Why settle for a ghost or a pumpkin when your kid could be the only fish species to have sparked an interstate legal battle! Buy a basic fish costume (or make your own) and throw in the cultural touch of your choice (chopsticks, fortune cookies, temporary Chinese tattoos, etc.).
You shouldn't have any trouble tracking down a bundle or two of the Tribune's Red Eye. Teach your child the patented pitch technique of those lovely men and women who greet us every morning on our way to work, and you've got a Chicago classic.
Variation: Paint a cardboard box red, get a Styrofoam sphere from an arts & crafts store, paint it red and attach it to a headband and go as an actual Red Eye box.
Think of it as a baseball-inspired version of Jekyll-and-Hyde costumes (we'll let you decide which side is the genteel doctor and which is the murderous madman). Cut and restitch caps from each team and decorate a T-shirt and white sweatpants to match. (Adult-only version: Spend half the night talking about next year and the other half peppering your speech with expletives).
Boots, black. Belt, black. One black suit jacket. One pair black suit pants. One hat. One pair black sunglasses, and your child is released (from your front door) and on a mission from God (for candy). Jake and Elwood make a great pairing for siblings or best friends. Polish up those Chicago accents and you'll be sure they'll be recognized by everyone they see. Save the suit and hat, lose the sunglasses, and you've got a great gangster costume for next year (see No. 5 above)
Party on! Schwing! Wayne and Garth were the Blues Brothers of the '90s. Ripped jeans, a tight black T-shirt and a black baseball hat for Wayne. Flannel shirt, a crazy blonde wig and a pair of drum sticks for Grath. Another great costume for two. Make sure to brush them up on their rendition of Queen's Bohemian Rhapsody. Party on Wayne! Party on Garth!

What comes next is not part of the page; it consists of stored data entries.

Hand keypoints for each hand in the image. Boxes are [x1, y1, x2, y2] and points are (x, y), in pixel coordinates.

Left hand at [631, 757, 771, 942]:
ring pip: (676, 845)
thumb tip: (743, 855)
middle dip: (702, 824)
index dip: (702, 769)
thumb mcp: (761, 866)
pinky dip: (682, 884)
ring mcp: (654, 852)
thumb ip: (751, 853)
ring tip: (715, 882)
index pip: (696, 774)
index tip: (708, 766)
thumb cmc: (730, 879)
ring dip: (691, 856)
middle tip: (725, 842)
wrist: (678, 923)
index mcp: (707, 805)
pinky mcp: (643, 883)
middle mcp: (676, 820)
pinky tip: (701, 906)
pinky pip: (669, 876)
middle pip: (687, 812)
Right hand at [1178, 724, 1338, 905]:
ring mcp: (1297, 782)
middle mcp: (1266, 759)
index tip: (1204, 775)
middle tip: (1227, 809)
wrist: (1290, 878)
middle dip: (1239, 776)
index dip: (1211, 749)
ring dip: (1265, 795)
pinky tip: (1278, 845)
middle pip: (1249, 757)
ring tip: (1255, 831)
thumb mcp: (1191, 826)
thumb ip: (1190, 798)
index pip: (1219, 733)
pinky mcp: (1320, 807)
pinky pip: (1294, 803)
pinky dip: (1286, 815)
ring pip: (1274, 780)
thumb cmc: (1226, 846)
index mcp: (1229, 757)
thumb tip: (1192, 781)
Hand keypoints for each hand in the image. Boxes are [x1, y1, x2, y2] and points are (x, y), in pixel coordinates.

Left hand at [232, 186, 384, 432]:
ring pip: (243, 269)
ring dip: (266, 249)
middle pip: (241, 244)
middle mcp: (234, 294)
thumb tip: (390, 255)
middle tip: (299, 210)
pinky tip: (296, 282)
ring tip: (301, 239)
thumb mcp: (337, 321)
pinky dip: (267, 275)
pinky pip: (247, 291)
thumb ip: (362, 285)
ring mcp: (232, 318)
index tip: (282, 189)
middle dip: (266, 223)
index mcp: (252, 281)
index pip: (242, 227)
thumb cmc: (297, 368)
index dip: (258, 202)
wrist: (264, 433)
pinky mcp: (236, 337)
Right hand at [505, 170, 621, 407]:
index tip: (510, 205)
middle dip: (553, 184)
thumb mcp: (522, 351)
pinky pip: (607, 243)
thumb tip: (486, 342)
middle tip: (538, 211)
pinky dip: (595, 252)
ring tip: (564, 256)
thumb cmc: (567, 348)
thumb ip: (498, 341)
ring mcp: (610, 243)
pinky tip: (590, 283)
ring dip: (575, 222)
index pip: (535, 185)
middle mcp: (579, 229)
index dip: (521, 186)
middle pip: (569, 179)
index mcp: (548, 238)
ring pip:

This 1983 flick set on the North Shore launched Tom Cruise's movie career, made the El look like the least romantic place on earth ... and provided a Halloween costume that's still chuckle-worthy today. The lack of pants is problematic, especially on a chilly Chicago Halloween evening, so we recommend a good pair of tights to go with a sunglasses from the dollar store and an oversized button-down.
Former Illinois governor Rod Blagojevich is likely to be a popular costume this year. You can spring for the official Blago mask or do it yourself with an Elvis wig ... and maybe an orange jumpsuit. Plus, consider it a teaching moment: "Now listen, kids, this is what happens when you get caught on tape by the FBI trying to sell the President's former Senate Seat."
Back in 1969, two Chicago architects were having lunch when one pulled out a pack of cigarettes. He put five in his fist in varying heights above his thumb and that was the design for the Sears, now Willis Tower. You can get the same effect with empty wrapping paper rolls. Attach a few gray pipe cleaners to a headband for the antennas and it's a hometown hit.
Chicago's most infamous gangster is a perfect way to bring a Halloween classic home. One of Grandpa's old hats (or $10 at a costume store) tops off a simple costume of dress shirt, tie and suspenders.
With the race wide open, the possibilities are endless. Cook County Sheriff Tom Dart? A standard's sheriff's star from a Western costume will do the trick. Rahm Emmanuel? Ballet tights and Touch-of-Gray hair dye should cover it.
Why just dress up as any old dinosaur when your child could be Sue, the world's most beloved T-Rex? (You have to wonder how steep the competition is when it comes to flesh-eating reptiles). Add a name tag or if you're feeling creative, a birthday hat (Sue turns 10 years old this year).